Data supplied Block Start

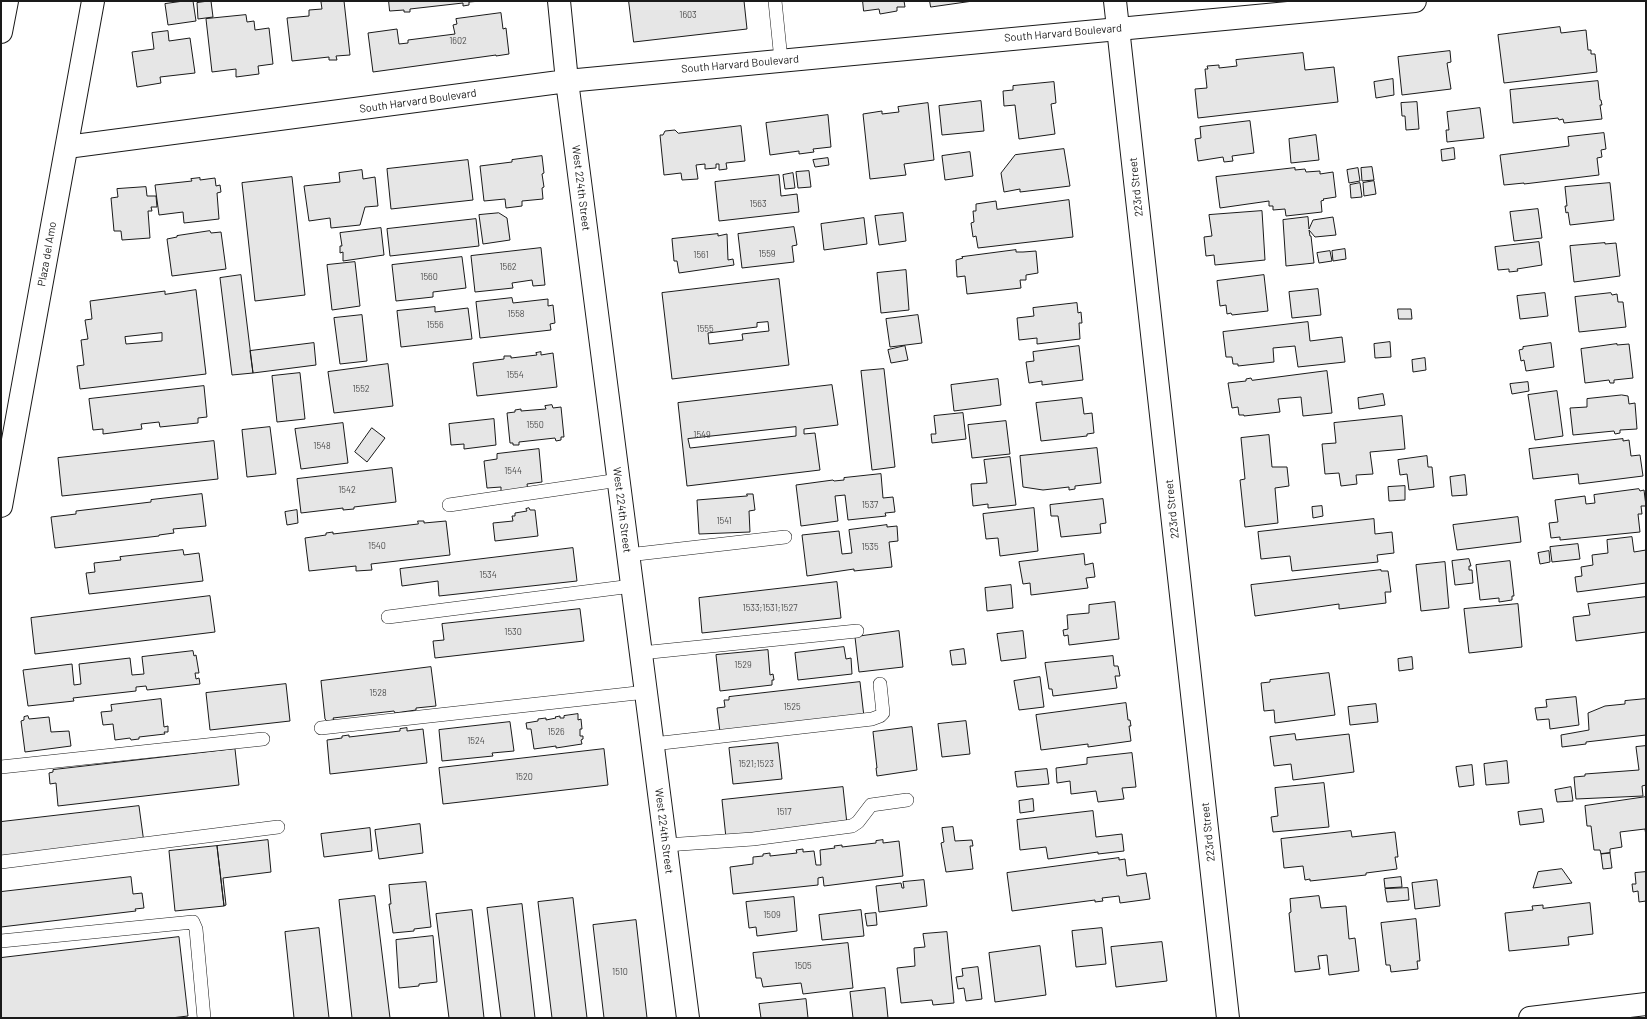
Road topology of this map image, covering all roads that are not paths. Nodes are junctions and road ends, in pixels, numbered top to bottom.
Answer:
1 (7, 1) edge
2 (93, 1) edge
3 (559, 1) edge
4 (775, 1) edge
5 (1115, 1) edge
6 (1415, 1) edge
7 (1118, 28) junction
8 (1, 32) edge
9 (781, 60) junction
10 (567, 81) junction
11 (67, 147) junction
12 (619, 480) junction
13 (449, 505) dead end
14 (1, 506) edge
15 (785, 537) dead end
16 (628, 555) junction
17 (632, 586) junction
18 (388, 617) dead end
19 (857, 631) dead end
20 (641, 653) junction
21 (880, 684) dead end
22 (646, 692) junction
23 (321, 728) dead end
24 (263, 739) dead end
25 (653, 744) junction
26 (1, 767) edge
27 (906, 800) dead end
28 (278, 828) dead end
29 (666, 845) junction
30 (1, 862) edge
31 (1, 941) edge
32 (1646, 1004) edge
33 (204, 1018) edge
34 (688, 1018) edge
35 (1228, 1018) edge
36 (1530, 1018) edge

1 - 8 street
2 - 11 street, Plaza del Amo
3 - 10 street, West 224th Street
4 - 9 lane
5 - 7 street, 223rd Street
6 - 7 street, South Harvard Boulevard
7 - 9 street, South Harvard Boulevard
7 - 35 street, 223rd Street
9 - 10 street, South Harvard Boulevard
10 - 11 street, South Harvard Boulevard
10 - 12 street, West 224th Street
11 - 14 street, Plaza del Amo
12 - 13 lane
12 - 16 street, West 224th Street
15 - 16 lane
16 - 17 street, West 224th Street
17 - 18 lane
17 - 20 street, West 224th Street
19 - 20 lane
20 - 22 street, West 224th Street
21 - 25 lane
22 - 23 lane
22 - 25 street, West 224th Street
24 - 26 lane
25 - 29 street, West 224th Street
27 - 29 lane
28 - 30 lane
29 - 34 street, West 224th Street
31 - 33 lane
32 - 36 street

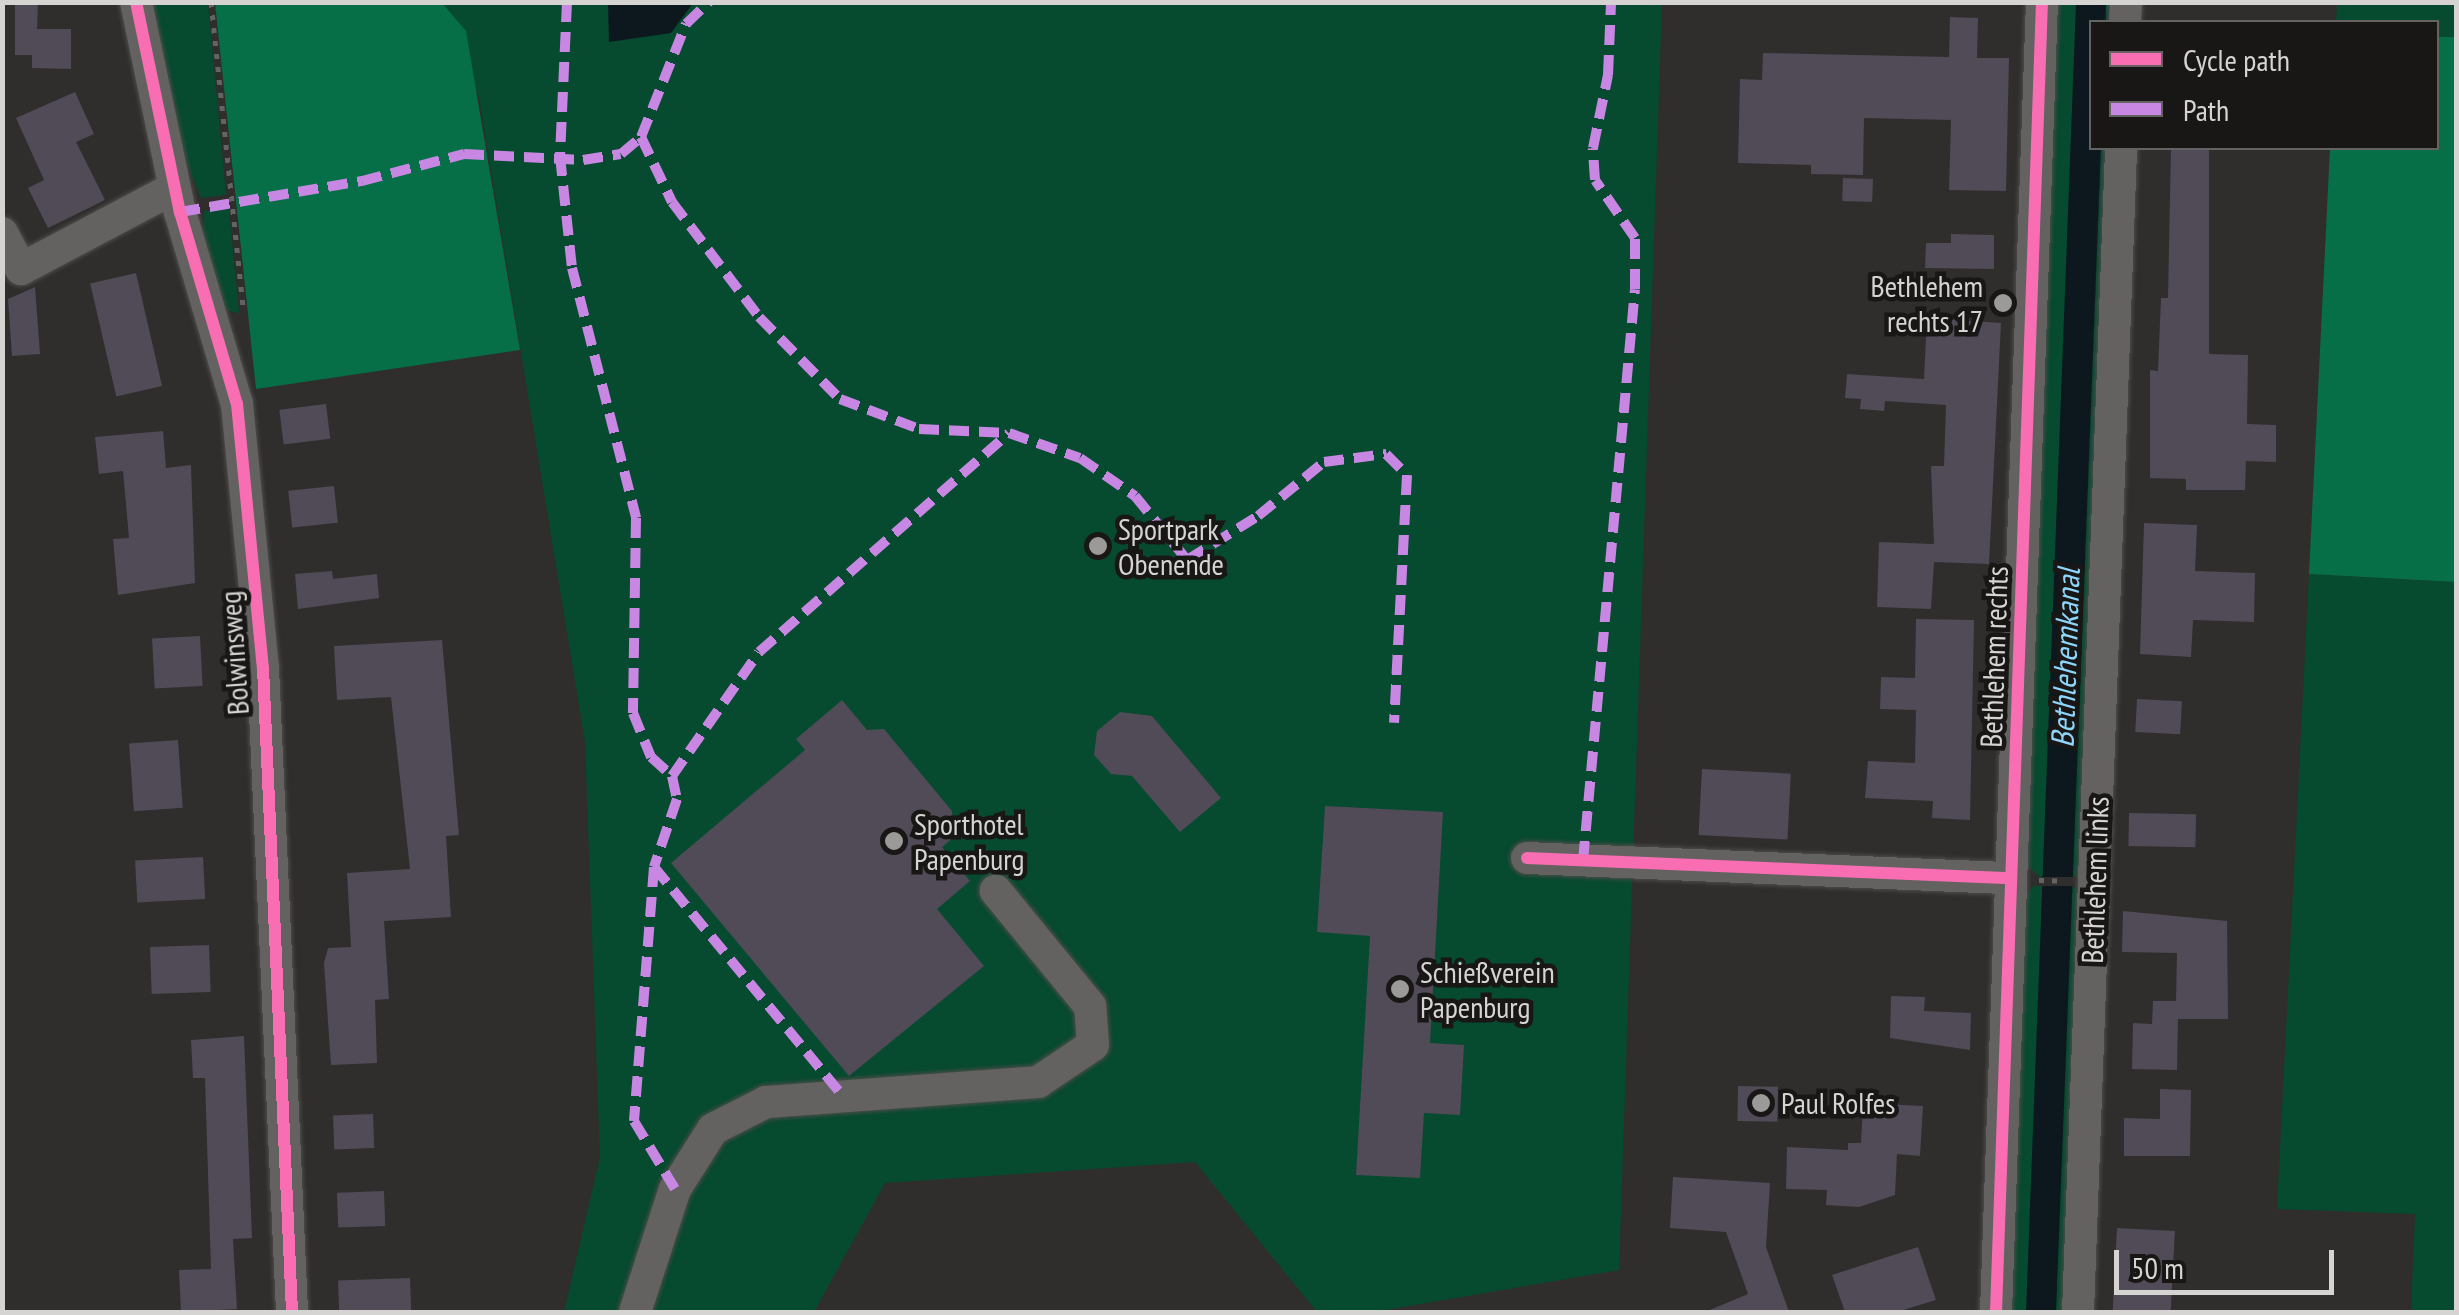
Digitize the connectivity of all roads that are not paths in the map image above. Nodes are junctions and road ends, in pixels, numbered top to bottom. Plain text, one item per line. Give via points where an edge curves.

Data supplied Block End

Give the data again word for word, without pictures.

• Reply to the exercise:
Road topology of this map image, covering all roads that are not paths. Nodes are junctions and road ends, in pixels, numbered top to bottom.
Answer:
1 (7, 1) edge
2 (93, 1) edge
3 (559, 1) edge
4 (775, 1) edge
5 (1115, 1) edge
6 (1415, 1) edge
7 (1118, 28) junction
8 (1, 32) edge
9 (781, 60) junction
10 (567, 81) junction
11 (67, 147) junction
12 (619, 480) junction
13 (449, 505) dead end
14 (1, 506) edge
15 (785, 537) dead end
16 (628, 555) junction
17 (632, 586) junction
18 (388, 617) dead end
19 (857, 631) dead end
20 (641, 653) junction
21 (880, 684) dead end
22 (646, 692) junction
23 (321, 728) dead end
24 (263, 739) dead end
25 (653, 744) junction
26 (1, 767) edge
27 (906, 800) dead end
28 (278, 828) dead end
29 (666, 845) junction
30 (1, 862) edge
31 (1, 941) edge
32 (1646, 1004) edge
33 (204, 1018) edge
34 (688, 1018) edge
35 (1228, 1018) edge
36 (1530, 1018) edge

1 - 8 street
2 - 11 street, Plaza del Amo
3 - 10 street, West 224th Street
4 - 9 lane
5 - 7 street, 223rd Street
6 - 7 street, South Harvard Boulevard
7 - 9 street, South Harvard Boulevard
7 - 35 street, 223rd Street
9 - 10 street, South Harvard Boulevard
10 - 11 street, South Harvard Boulevard
10 - 12 street, West 224th Street
11 - 14 street, Plaza del Amo
12 - 13 lane
12 - 16 street, West 224th Street
15 - 16 lane
16 - 17 street, West 224th Street
17 - 18 lane
17 - 20 street, West 224th Street
19 - 20 lane
20 - 22 street, West 224th Street
21 - 25 lane
22 - 23 lane
22 - 25 street, West 224th Street
24 - 26 lane
25 - 29 street, West 224th Street
27 - 29 lane
28 - 30 lane
29 - 34 street, West 224th Street
31 - 33 lane
32 - 36 street

Digitize the connectivity of all roads that are not paths in the map image above. Nodes are junctions and road ends, in pixels, numbered top to bottom. Plain text, one item per line. Give via points where an edge curves.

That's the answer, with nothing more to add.